Gnip, Inc. was a social media API aggregation company that was purchased by Twitter in 2014. Headquartered in Boulder, Colorado, it provided data from dozens of social media websites via a single API. Gnip was among the first social media API aggregation services.

Gnip is known as an early influencer in building the real-time web. The company has also been instrumental in defining relevant web standards: Gnip's co-founder Eric Marcoullier actively advocated for adoption of open web standards, and helped define the new Activity Streams format for web data.

Subsequent to a 2010 data licensing agreement with Twitter Inc, Twitter purchased Gnip in April 2014.

== History ==

Gnip was founded by Jud Valeski and Eric Marcoullier with an initial investment of $1 million. The company was based on the premise that collecting data from many social APIs simultaneously is tedious and time-consuming. It dubbed itself the "Grand Central Station for the Social Web" shortly after launch. Although the company launched with just a few basic features such as notifications, the product was designed to act as an intermediary to simplify the collection of social media data. The company used the tagline "making data portability suck less."

By the end of 2008, Gnip had raised $3.5 million in Series B funding from investors such as the Foundry Group and First Round Capital.
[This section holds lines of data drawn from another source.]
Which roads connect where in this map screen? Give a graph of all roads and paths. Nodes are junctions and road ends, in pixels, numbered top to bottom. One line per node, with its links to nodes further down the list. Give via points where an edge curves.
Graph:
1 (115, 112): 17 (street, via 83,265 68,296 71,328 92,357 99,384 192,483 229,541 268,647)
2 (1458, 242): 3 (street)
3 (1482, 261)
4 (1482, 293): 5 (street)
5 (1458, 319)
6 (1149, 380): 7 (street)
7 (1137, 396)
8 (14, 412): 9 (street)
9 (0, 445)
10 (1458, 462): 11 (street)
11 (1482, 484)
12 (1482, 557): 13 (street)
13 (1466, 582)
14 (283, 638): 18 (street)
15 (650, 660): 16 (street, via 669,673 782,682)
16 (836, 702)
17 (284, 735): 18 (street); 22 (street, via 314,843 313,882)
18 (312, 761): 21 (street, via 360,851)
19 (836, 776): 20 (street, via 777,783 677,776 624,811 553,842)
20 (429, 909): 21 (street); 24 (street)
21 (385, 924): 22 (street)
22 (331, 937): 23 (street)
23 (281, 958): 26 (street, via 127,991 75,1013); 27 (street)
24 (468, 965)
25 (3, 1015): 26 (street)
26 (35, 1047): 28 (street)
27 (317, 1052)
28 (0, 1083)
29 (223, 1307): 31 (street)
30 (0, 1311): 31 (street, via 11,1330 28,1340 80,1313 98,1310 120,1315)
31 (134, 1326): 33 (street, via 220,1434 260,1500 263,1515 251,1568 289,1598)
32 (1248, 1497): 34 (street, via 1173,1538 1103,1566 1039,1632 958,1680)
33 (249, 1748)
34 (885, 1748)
The service was used for projects like collecting huge volumes of data for analyzing Twitter clients.

In 2009, Gnip launched a Push API. In September, Gnip underwent a significant product overhaul accompanied by an internal restructuring of resources.

In 2010, Gnip launched their new and revised social media data collection product and released a manual describing use cases and significance of Twitter Inc's streaming API. Gnip's sources included Twitter, Facebook, YouTube, Flickr, Google Buzz, Vimeo, and others.

In April 2014, Gnip was acquired by Twitter for $134.1 million in mostly cash and some stock.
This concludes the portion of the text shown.